O lado mais cruel da crise

Ruim para todos os trabalhadores e para o País, a crise do mercado de trabalho está sendo mais severa para dois dos segmentos mais vulneráveis da mão de obra disponível: os que ganham menos e os mais velhos

O Estado de S.Paulo

26 Setembro 2016 | 03h00

Ruim para todos os trabalhadores e para o País, a crise do mercado de trabalho está sendo mais severa para dois dos segmentos mais vulneráveis da mão de obra disponível: os que ganham menos e os mais velhos. Essa constatação dá à crise em que o País está mergulhado um aspecto ainda mais cruel do ponto de vista social.

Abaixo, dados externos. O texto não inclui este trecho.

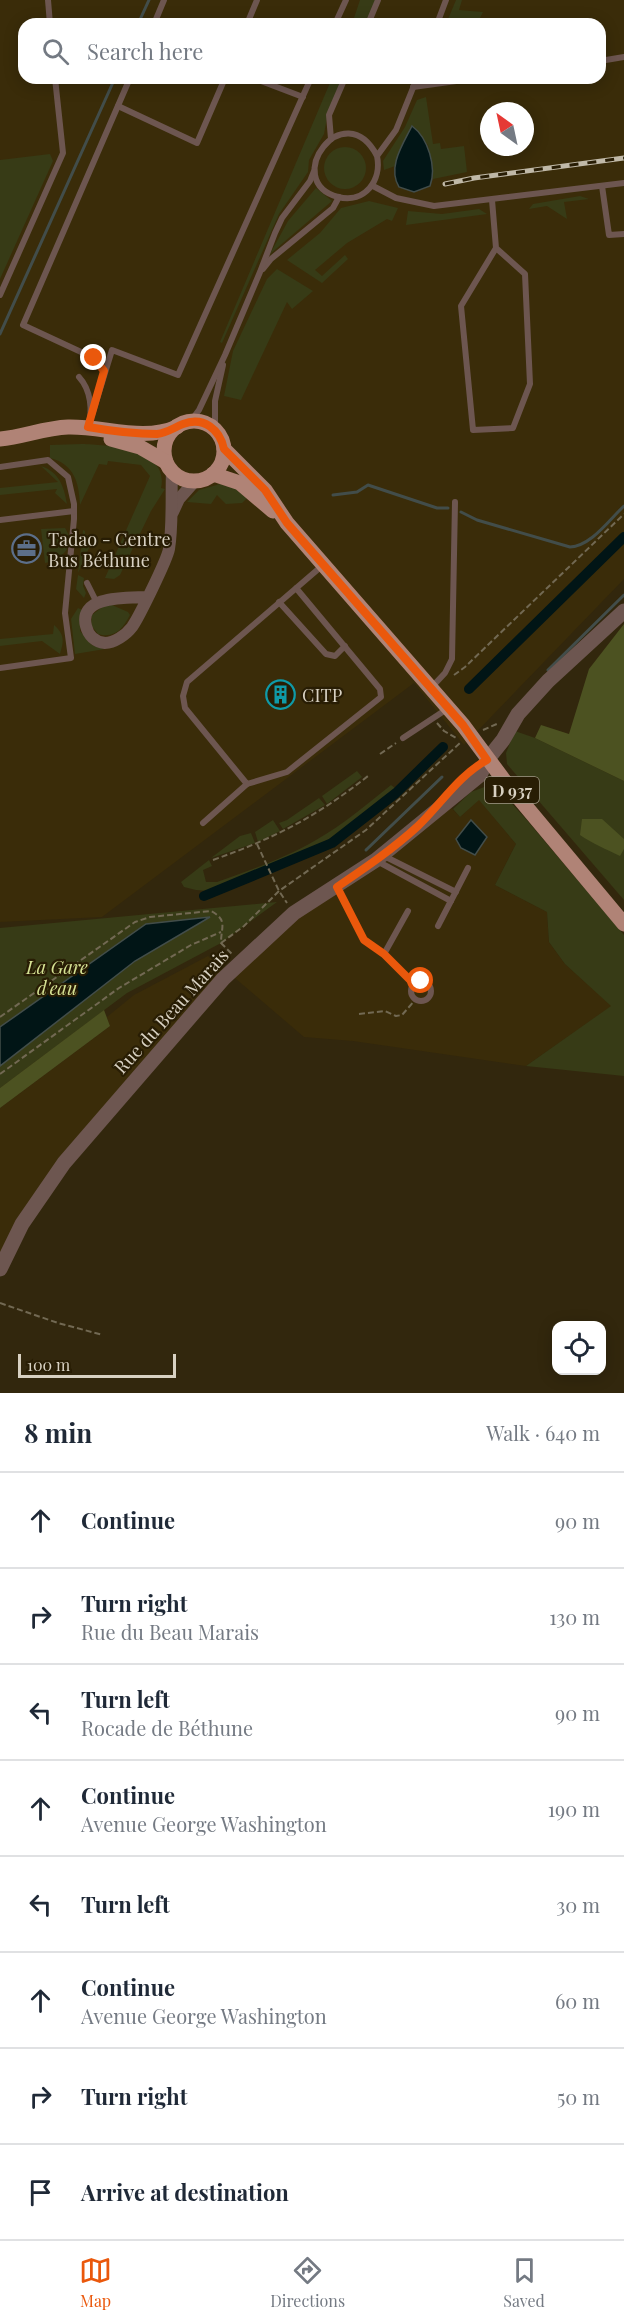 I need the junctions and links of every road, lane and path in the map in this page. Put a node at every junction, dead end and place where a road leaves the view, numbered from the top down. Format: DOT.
graph roads {
  1 [pos="48,0"];
  2 [pos="164,0"];
  3 [pos="257,0"];
  4 [pos="346,0"];
  5 [pos="378,0"];
  6 [pos="446,0"];
  7 [pos="50,18"];
  8 [pos="156,18"];
  9 [pos="250,18"];
  10 [pos="338,18"];
  11 [pos="370,18"];
  12 [pos="439,18"];
  13 [pos="624,57"];
  14 [pos="606,60"];
  15 [pos="56,84"];
  16 [pos="127,84"];
  17 [pos="223,84"];
  18 [pos="269,84"];
  19 [pos="308,84"];
  20 [pos="342,84"];
  21 [pos="414,84"];
  22 [pos="435,84"];
  23 [pos="413,87"];
  24 [pos="303,97"];
  25 [pos="118,106"];
  26 [pos="331,139"];
  27 [pos="377,156"];
  28 [pos="315,167"];
  29 [pos="624,183"];
  30 [pos="373,186"];
  31 [pos="602,186"];
  32 [pos="339,197"];
  33 [pos="492,200"];
  34 [pos="624,234"];
  35 [pos="496,248"];
  36 [pos="260,272"];
  37 [pos="0,296"];
  38 [pos="225,355"];
  39 [pos="104,371"];
  40 [pos="79,378"];
  41 [pos="90,421"];
  42 [pos="184,424"];
  43 [pos="215,430"];
  44 [pos="19,437"];
  45 [pos="0,439"];
  46 [pos="224,449"];
  47 [pos="0,466"];
  48 [pos="169,466"];
  49 [pos="213,474"];
  50 [pos="195,481"];
  51 [pos="455,502"];
  52 [pos="74,511"];
  53 [pos="624,514"];
  54 [pos="170,519"];
  55 [pos="0,520"];
  56 [pos="287,523"];
  57 [pos="322,565"];
  58 [pos="87,583"];
  59 [pos="296,588"];
  60 [pos="146,597"];
  61 [pos="279,602"];
  62 [pos="97,603"];
  63 [pos="624,611"];
  64 [pos="345,645"];
  65 [pos="0,668"];
  66 [pos="445,673"];
  67 [pos="430,689"];
  68 [pos="448,709"];
  69 [pos="469,734"];
  70 [pos="403,738"];
  71 [pos="380,754"];
  72 [pos="487,760"];
  73 [pos="368,776"];
  74 [pos="247,784"];
  75 [pos="203,823"];
  76 [pos="257,844"];
  77 [pos="379,858"];
  78 [pos="213,860"];
  79 [pos="468,868"];
  80 [pos="337,887"];
  81 [pos="279,891"];
  82 [pos="456,892"];
  83 [pos="451,901"];
  84 [pos="408,910"];
  85 [pos="294,913"];
  86 [pos="624,924"];
  87 [pos="438,926"];
  88 [pos="221,932"];
  89 [pos="221,943"];
  90 [pos="384,954"];
  91 [pos="240,963"];
  92 [pos="414,984"];
  93 [pos="416,999"];
  94 [pos="359,1014"];
  95 [pos="0,1017"];
  96 [pos="0,1074"];
  97 [pos="0,1269"];
  98 [pos="0,1303"];
  99 [pos="103,1335"];
  1 -- 7 [label="lane"];
  2 -- 8 [label="lane"];
  3 -- 9 [label="lane"];
  4 -- 10 [label="lane"];
  5 -- 11 [label="lane"];
  6 -- 12 [label="lane"];
  13 -- 14 [label="lane"];
  15 -- 37 [label="lane"];
  16 -- 25 [label="lane"];
  17 -- 25 [label="lane"];
  18 -- 24 [label="lane"];
  19 -- 24 [label="lane"];
  20 -- 26 [label="lane"];
  21 -- 23 [label="lane"];
  22 -- 23 [label="lane"];
  23 -- 27 [label="lane"];
  24 -- 39 [label="lane"];
  25 -- 39 [label="lane"];
  26 -- 27 [label="lane"];
  26 -- 28 [label="lane"];
  27 -- 30 [label="lane"];
  28 -- 32 [label="lane"];
  28 -- 36 [label="lane"];
  29 -- 31 [label="lane"];
  30 -- 32 [label="lane"];
  30 -- 33 [label="lane"];
  31 -- 33 [label="lane"];
  31 -- 34 [label="lane"];
  32 -- 36 [label="lane"];
  33 -- 35 [label="lane"];
  35 -- 35 [label="lane"];
  36 -- 38 [label="lane"];
  38 -- 42 [label="lane"];
  38 -- 43 [label="lane"];
  39 -- 41 [label="lane"];
  40 -- 41 [label="lane"];
  41 -- 42 [label="main road"];
  41 -- 44 [label="main road"];
  42 -- 43 [label="main road"];
  42 -- 48 [label="main road"];
  43 -- 46 [label="main road"];
  44 -- 45 [label="main road"];
  44 -- 48 [label="main road"];
  46 -- 49 [label="main road"];
  46 -- 56 [label="main road, D 937"];
  47 -- 52 [label="lane"];
  48 -- 50 [label="main road"];
  48 -- 54 [label="street"];
  49 -- 50 [label="main road"];
  49 -- 56 [label="main road, D 937"];
  50 -- 54 [label="street"];
  51 -- 66 [label="lane"];
  52 -- 55 [label="lane"];
  52 -- 65 [label="lane"];
  53 -- 66 [label="path"];
  54 -- 60 [label="street"];
  56 -- 57 [label="main road, D 937"];
  57 -- 59 [label="lane"];
  57 -- 67 [label="main road, D 937"];
  58 -- 62 [label="lane"];
  59 -- 61 [label="lane"];
  59 -- 64 [label="lane"];
  60 -- 62 [label="street"];
  60 -- 62 [label="street"];
  61 -- 64 [label="lane"];
  61 -- 74 [label="lane"];
  63 -- 72 [label="street, Rue du Beau Marais"];
  64 -- 74 [label="lane"];
  66 -- 67 [label="lane"];
  67 -- 68 [label="main road, D 937"];
  68 -- 69 [label="main road, D 937"];
  68 -- 70 [label="lane"];
  69 -- 72 [label="main road, D 937"];
  69 -- 81 [label="path"];
  70 -- 71 [label="path"];
  72 -- 77 [label="street, Rue du Beau Marais"];
  72 -- 86 [label="main road, D 937"];
  73 -- 76 [label="path"];
  74 -- 75 [label="lane"];
  76 -- 78 [label="path"];
  76 -- 81 [label="path"];
  77 -- 80 [label="street, Rue du Beau Marais"];
  77 -- 82 [label="lane"];
  77 -- 83 [label="lane"];
  79 -- 82 [label="lane"];
  80 -- 85 [label="street, Rue du Beau Marais"];
  80 -- 90 [label="lane"];
  81 -- 85 [label="path"];
  81 -- 89 [label="path"];
  82 -- 83 [label="lane"];
  83 -- 87 [label="lane"];
  84 -- 90 [label="lane"];
  85 -- 91 [label="street, Rue du Beau Marais"];
  88 -- 89 [label="path"];
  88 -- 95 [label="path"];
  88 -- 96 [label="path"];
  89 -- 91 [label="path"];
  90 -- 92 [label="lane"];
  91 -- 97 [label="street, Rue du Beau Marais"];
  92 -- 93 [label="lane"];
  92 -- 93 [label="lane"];
  93 -- 94 [label="path"];
  98 -- 99 [label="path"];
} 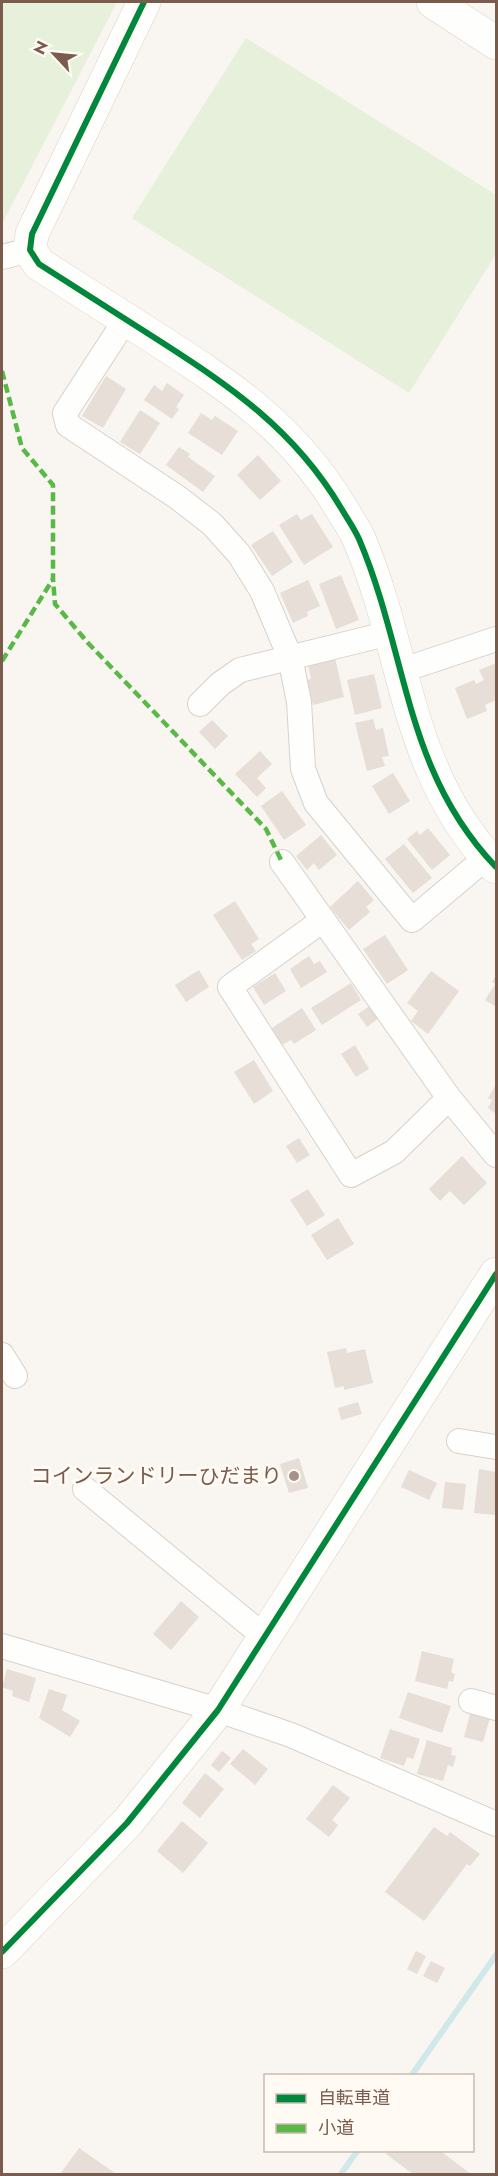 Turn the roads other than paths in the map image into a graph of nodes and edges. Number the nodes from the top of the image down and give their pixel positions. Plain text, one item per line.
1 (144, 2) edge
2 (433, 2) edge
3 (496, 43) edge
4 (16, 254) edge
5 (126, 319) junction
6 (390, 633) junction
7 (496, 639) edge
8 (290, 657) junction
9 (400, 671) junction
10 (200, 704) dead end
11 (282, 862) dead end
12 (492, 862) edge
13 (323, 920) junction
14 (449, 1098) junction
15 (496, 1155) edge
16 (496, 1274) edge
17 (2, 1355) edge
18 (15, 1376) dead end
19 (459, 1441) dead end
20 (496, 1447) edge
21 (85, 1489) dead end
22 (265, 1637) junction
23 (2, 1646) edge
24 (471, 1701) dead end
25 (496, 1708) edge
26 (219, 1710) junction
27 (496, 1824) edge
28 (2, 1952) edge

1 - 4 street
2 - 3 street
4 - 5 street
5 - 6 street
5 - 8 street
6 - 8 street
6 - 9 street
7 - 9 street
8 - 10 street
8 - 12 street
9 - 12 street
11 - 13 street
13 - 14 street
13 - 14 street
14 - 15 street
16 - 22 street
17 - 18 street
19 - 20 street
21 - 22 street
22 - 26 street
23 - 26 street
24 - 25 street
26 - 27 street
26 - 28 street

É na faixa dos que ganham menos de um salário mínimo por mês – a mais baixa das dez classes de renda analisadas – que o rendimento real mais cai, como mostrou estudo sobre o mercado de trabalho publicado na mais recente edição da Carta de Conjuntura, editada trimestralmente pelo Instituto de Pesquisa Econômica Aplicada (Ipea), vinculado ao Ministério do Planejamento. Já o aumento do desemprego é mais rápido na faixa dos trabalhadores com mais de 59 anos – em geral os que normalmente encontram mais dificuldade para encontrar uma ocupação remunerada – do que nas demais.

De acordo com o estudo do Ipea – baseado nos dados da Pesquisa Nacional por Amostra de Domicílios (Pnad) Contínua, feita pelo IBGE –, a renda média mensal dos ocupados que recebem menos de um salário mínimo caiu 9% no segundo trimestre deste ano, na comparação com o mesmo período de 2015. Já a faixa de renda mais alta, formada pelos 10% que recebem as maiores remunerações, registrou alta real média de 2,38% nessa comparação. Para todos os trabalhadores ocupados no período, o resultado foi queda de 4,2% da renda real.

Esses números sugerem que, pelo menos no que se refere ao rendimento do trabalho, o coeficiente de Gini, que mede a desigualdade da distribuição de renda, deve ter piorado. O Ipea, no entanto, trata da questão com cautela. O coordenador do Grupo de Estudos de Conjuntura da instituição, José Ronaldo de Souza Júnior, destaca que são dados relativos a só uma forma de rendimento, o proporcionado pelo trabalho, e por isso o resultado “pode não estar mostrando uma piora na desigualdade”. Dados mais amplos deste ano, incluindo todas as formas de renda, ainda não estão disponíveis.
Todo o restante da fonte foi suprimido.